══ SOURCE RECORDS

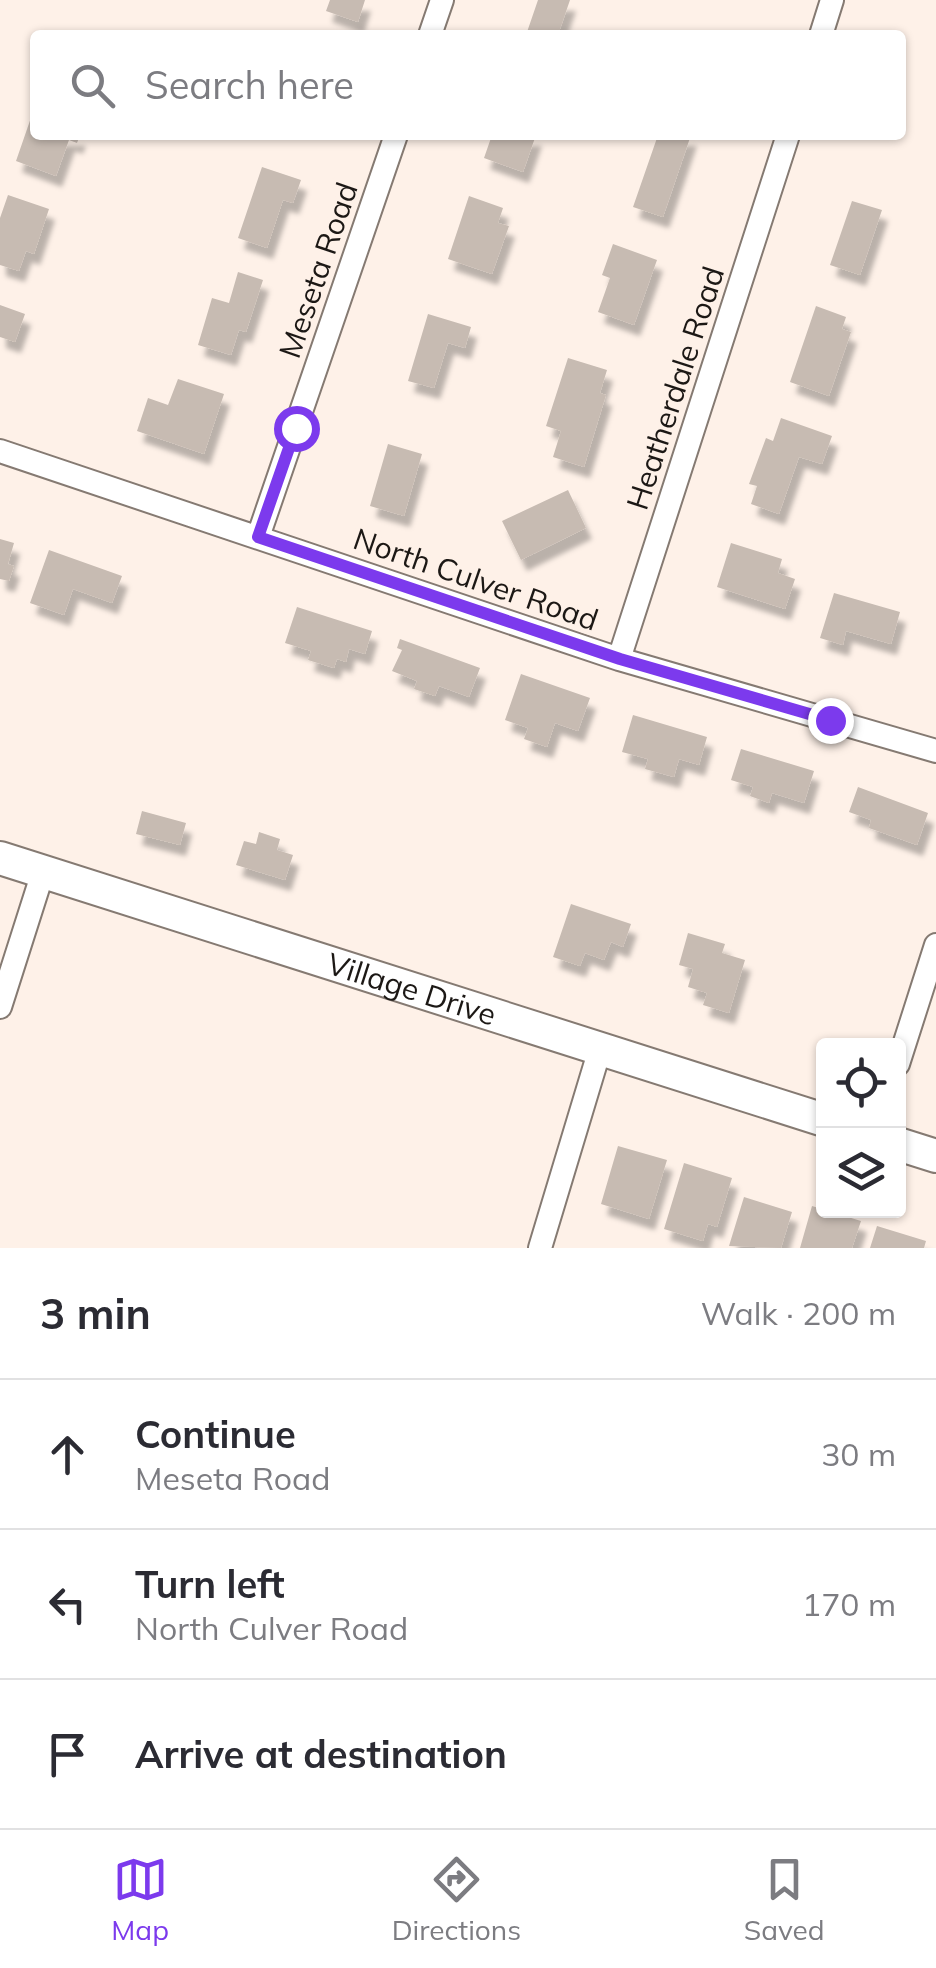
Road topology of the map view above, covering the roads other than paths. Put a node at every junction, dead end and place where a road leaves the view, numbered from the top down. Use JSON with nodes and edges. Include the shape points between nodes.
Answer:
{"nodes":[{"id":1,"x":442,"y":0,"type":"edge"},
{"id":2,"x":832,"y":0,"type":"edge"},
{"id":3,"x":432,"y":30,"type":"edge"},
{"id":4,"x":822,"y":30,"type":"edge"},
{"id":5,"x":394,"y":140,"type":"edge"},
{"id":6,"x":786,"y":140,"type":"edge"},
{"id":7,"x":0,"y":451,"type":"edge"},
{"id":8,"x":258,"y":537,"type":"junction"},
{"id":9,"x":620,"y":659,"type":"junction"},
{"id":10,"x":936,"y":751,"type":"edge"},
{"id":11,"x":0,"y":858,"type":"edge"},
{"id":12,"x":43,"y":872,"type":"junction"},
{"id":13,"x":936,"y":945,"type":"edge"},
{"id":14,"x":0,"y":1007,"type":"edge"},
{"id":15,"x":906,"y":1039,"type":"edge"},
{"id":16,"x":600,"y":1049,"type":"junction"},
{"id":17,"x":816,"y":1117,"type":"edge"},
{"id":18,"x":906,"y":1147,"type":"edge"},
{"id":19,"x":936,"y":1156,"type":"edge"},
{"id":20,"x":540,"y":1248,"type":"edge"}],
"edges":[{"from":1,"to":3,"type":"street"},
{"from":2,"to":4,"type":"street"},
{"from":5,"to":8,"type":"street","name":"Meseta Road"},
{"from":6,"to":9,"type":"street","name":"Heatherdale Road"},
{"from":7,"to":8,"type":"street","name":"North Culver Road"},
{"from":8,"to":9,"type":"street","name":"North Culver Road"},
{"from":9,"to":10,"type":"street","name":"North Culver Road"},
{"from":11,"to":12,"type":"main road","name":"Village Drive"},
{"from":12,"to":14,"type":"street"},
{"from":12,"to":16,"type":"main road","name":"Village Drive"},
{"from":13,"to":15,"type":"street"},
{"from":16,"to":17,"type":"main road","name":"Village Drive"},
{"from":16,"to":20,"type":"street"},
{"from":18,"to":19,"type":"main road"}]}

════

■ **YOUR ASSIGNMENT**: Output each entry above word for word. The pictures stay out.

■ **ANSWER TO THIS TASK**:
Road topology of the map view above, covering the roads other than paths. Put a node at every junction, dead end and place where a road leaves the view, numbered from the top down. Use JSON with nodes and edges. Include the shape points between nodes.
Answer:
{"nodes":[{"id":1,"x":442,"y":0,"type":"edge"},
{"id":2,"x":832,"y":0,"type":"edge"},
{"id":3,"x":432,"y":30,"type":"edge"},
{"id":4,"x":822,"y":30,"type":"edge"},
{"id":5,"x":394,"y":140,"type":"edge"},
{"id":6,"x":786,"y":140,"type":"edge"},
{"id":7,"x":0,"y":451,"type":"edge"},
{"id":8,"x":258,"y":537,"type":"junction"},
{"id":9,"x":620,"y":659,"type":"junction"},
{"id":10,"x":936,"y":751,"type":"edge"},
{"id":11,"x":0,"y":858,"type":"edge"},
{"id":12,"x":43,"y":872,"type":"junction"},
{"id":13,"x":936,"y":945,"type":"edge"},
{"id":14,"x":0,"y":1007,"type":"edge"},
{"id":15,"x":906,"y":1039,"type":"edge"},
{"id":16,"x":600,"y":1049,"type":"junction"},
{"id":17,"x":816,"y":1117,"type":"edge"},
{"id":18,"x":906,"y":1147,"type":"edge"},
{"id":19,"x":936,"y":1156,"type":"edge"},
{"id":20,"x":540,"y":1248,"type":"edge"}],
"edges":[{"from":1,"to":3,"type":"street"},
{"from":2,"to":4,"type":"street"},
{"from":5,"to":8,"type":"street","name":"Meseta Road"},
{"from":6,"to":9,"type":"street","name":"Heatherdale Road"},
{"from":7,"to":8,"type":"street","name":"North Culver Road"},
{"from":8,"to":9,"type":"street","name":"North Culver Road"},
{"from":9,"to":10,"type":"street","name":"North Culver Road"},
{"from":11,"to":12,"type":"main road","name":"Village Drive"},
{"from":12,"to":14,"type":"street"},
{"from":12,"to":16,"type":"main road","name":"Village Drive"},
{"from":13,"to":15,"type":"street"},
{"from":16,"to":17,"type":"main road","name":"Village Drive"},
{"from":16,"to":20,"type":"street"},
{"from":18,"to":19,"type":"main road"}]}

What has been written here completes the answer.